Centre-ville

Cette semaine de concerts au Brussel Summer Festival commence vraiment à peser sur mon humeur. Je sature. Je dois dépenser beaucoup trop d'énergie pour rester jovial. Alors, en fin de soirée, je suis parfois plus énervé que d'habitude, absent, mal à l'aise, distant, etc., tout simplement parce que tout ce dont j'ai envie, somme toute, c'est d'être chez moi, assis derrière mon bureau, allongé dans mon lit ou confortablement installé dans un bon bain d'eau bouillante. Chez moi, seul.

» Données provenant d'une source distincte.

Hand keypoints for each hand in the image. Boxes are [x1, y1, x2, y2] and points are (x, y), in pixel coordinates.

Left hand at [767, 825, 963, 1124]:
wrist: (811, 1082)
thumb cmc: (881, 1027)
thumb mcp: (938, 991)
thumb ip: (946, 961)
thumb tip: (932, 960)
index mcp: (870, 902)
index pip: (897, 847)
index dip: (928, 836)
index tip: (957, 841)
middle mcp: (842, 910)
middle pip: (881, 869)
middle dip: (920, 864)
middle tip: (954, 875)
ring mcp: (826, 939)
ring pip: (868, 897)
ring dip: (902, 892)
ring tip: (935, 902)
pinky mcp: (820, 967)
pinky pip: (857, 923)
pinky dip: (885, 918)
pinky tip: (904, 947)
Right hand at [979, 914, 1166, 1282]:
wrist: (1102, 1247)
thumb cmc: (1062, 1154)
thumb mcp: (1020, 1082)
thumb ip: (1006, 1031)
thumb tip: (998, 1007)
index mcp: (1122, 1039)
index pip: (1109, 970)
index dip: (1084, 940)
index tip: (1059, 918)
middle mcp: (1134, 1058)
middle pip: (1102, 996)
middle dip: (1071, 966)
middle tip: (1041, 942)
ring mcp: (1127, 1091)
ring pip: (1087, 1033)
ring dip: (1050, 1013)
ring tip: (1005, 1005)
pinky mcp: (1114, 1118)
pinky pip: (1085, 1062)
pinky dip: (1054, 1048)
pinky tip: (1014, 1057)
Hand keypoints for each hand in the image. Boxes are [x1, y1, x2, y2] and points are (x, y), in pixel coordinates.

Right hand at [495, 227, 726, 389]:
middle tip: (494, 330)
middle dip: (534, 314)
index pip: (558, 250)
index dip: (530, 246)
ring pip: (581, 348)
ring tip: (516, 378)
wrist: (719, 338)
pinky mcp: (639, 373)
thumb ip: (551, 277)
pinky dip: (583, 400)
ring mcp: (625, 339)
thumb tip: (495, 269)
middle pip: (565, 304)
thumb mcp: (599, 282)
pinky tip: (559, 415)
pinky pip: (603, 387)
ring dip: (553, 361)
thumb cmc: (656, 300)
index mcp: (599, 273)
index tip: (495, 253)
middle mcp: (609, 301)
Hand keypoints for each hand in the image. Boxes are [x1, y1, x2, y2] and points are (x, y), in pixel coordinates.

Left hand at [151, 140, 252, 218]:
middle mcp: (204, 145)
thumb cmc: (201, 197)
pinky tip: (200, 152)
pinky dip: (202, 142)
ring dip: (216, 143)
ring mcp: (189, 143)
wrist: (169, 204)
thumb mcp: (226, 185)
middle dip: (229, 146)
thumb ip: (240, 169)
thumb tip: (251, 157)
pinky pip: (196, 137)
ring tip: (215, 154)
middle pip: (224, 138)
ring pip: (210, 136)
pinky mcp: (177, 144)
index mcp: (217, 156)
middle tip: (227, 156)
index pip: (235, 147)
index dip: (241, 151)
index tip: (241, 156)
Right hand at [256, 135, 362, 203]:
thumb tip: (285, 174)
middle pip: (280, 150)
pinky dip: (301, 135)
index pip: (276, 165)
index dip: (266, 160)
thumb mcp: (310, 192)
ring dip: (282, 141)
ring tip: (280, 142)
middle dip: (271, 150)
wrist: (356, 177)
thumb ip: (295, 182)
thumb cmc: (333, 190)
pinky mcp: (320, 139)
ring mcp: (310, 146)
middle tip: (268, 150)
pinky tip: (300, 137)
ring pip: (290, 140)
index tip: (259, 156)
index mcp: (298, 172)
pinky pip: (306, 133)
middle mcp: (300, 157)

Minuit. Je ne suis toujours pas chez moi, mais dans le centre-ville de Bruxelles. Je sais que je déteste le Café Central, mais j'y retourne en feignant l'enthousiasme. Pourtant, la dernière fois que je m'y étais aventuré, il y a des années de cela, j'avais déguerpi à l'une de ces vitesses ! En cause : la musique assourdissante, le bruit ambiant, les gens qui parlent, qui rient, qui dansent... et surtout : ces murs en bois pointus qui assaillent la vue et donnent une désagréable impression de compression. Cette nuit, je rentre à nouveau dans cet enfer avec deux amis : Georges, qui s'enfonce dès les premières secondes dans les profondeurs de la salle (à la recherche, je suppose, d'un hypothétique énième copain noctambule), et Léandra, qui tombe directement sur un collègue (elle tombe constamment sur des collègues) et commence à lui parler. — Je reste « seul », une minute tout au plus, non loin de l'entrée et me mets à observer les parages. Mauvaise idée. Sensation d'extériorité. La panique me guette, la même panique que les autres fois : il faut à tout prix que je sorte de cet étau, que je respire l'air de la nuit. Mais à l'extérieur, il y a aussi plein de gens qui s'amusent ! Ils forment un cercle autour d'un groupe de jongleurs de feu. Un homme a posé son verre de bière sur le toit d'une voiture. C'est la fête dans la rue. Alors que je m'apprête à sortir du bar (ou plutôt à fuir), Léandra revient vers moi. Je lui explique que je suis presque au bord de la panique. On retrouve Georges et on va boire un verre autre part.

Autre part, c'est la terrasse du « Zebra », un bar situé non loin de là. Au comptoir, les deux serveurs ne savent plus vraiment où ils en sont. Hyperactifs, ils se trompent dans les boissons à servir, remplissent les verres aux deux tiers, nient complètement la serveuse (ils ont apparemment une dent contre elle, vraisemblablement parce qu'elle continue à prendre les commandes en terrasse alors qu'elle devrait arrêter en raison du couvre-feu). De mon côté, je me sens beaucoup mieux. Georges parle de karaoké : pourquoi certains chanteurs s'escriment-ils à modifier les paroles d'une chanson quand celle-ci est normalement destinée à une personne du sexe opposé ? Georges trouve que garder les paroles d'origine fait partie du charme de la reprise. Il a raison. Une idée : chanter « Bonnie and Clyde » de Serge Gainsbourg avec Léandra, mais en inversant les rôles.

Le retour se fait à pied. La moitié du chemin avec Léandra, la moitié seul. C'est long, mais j'aurai fini par les avoir, mon bain chaud et ma vraie solitude.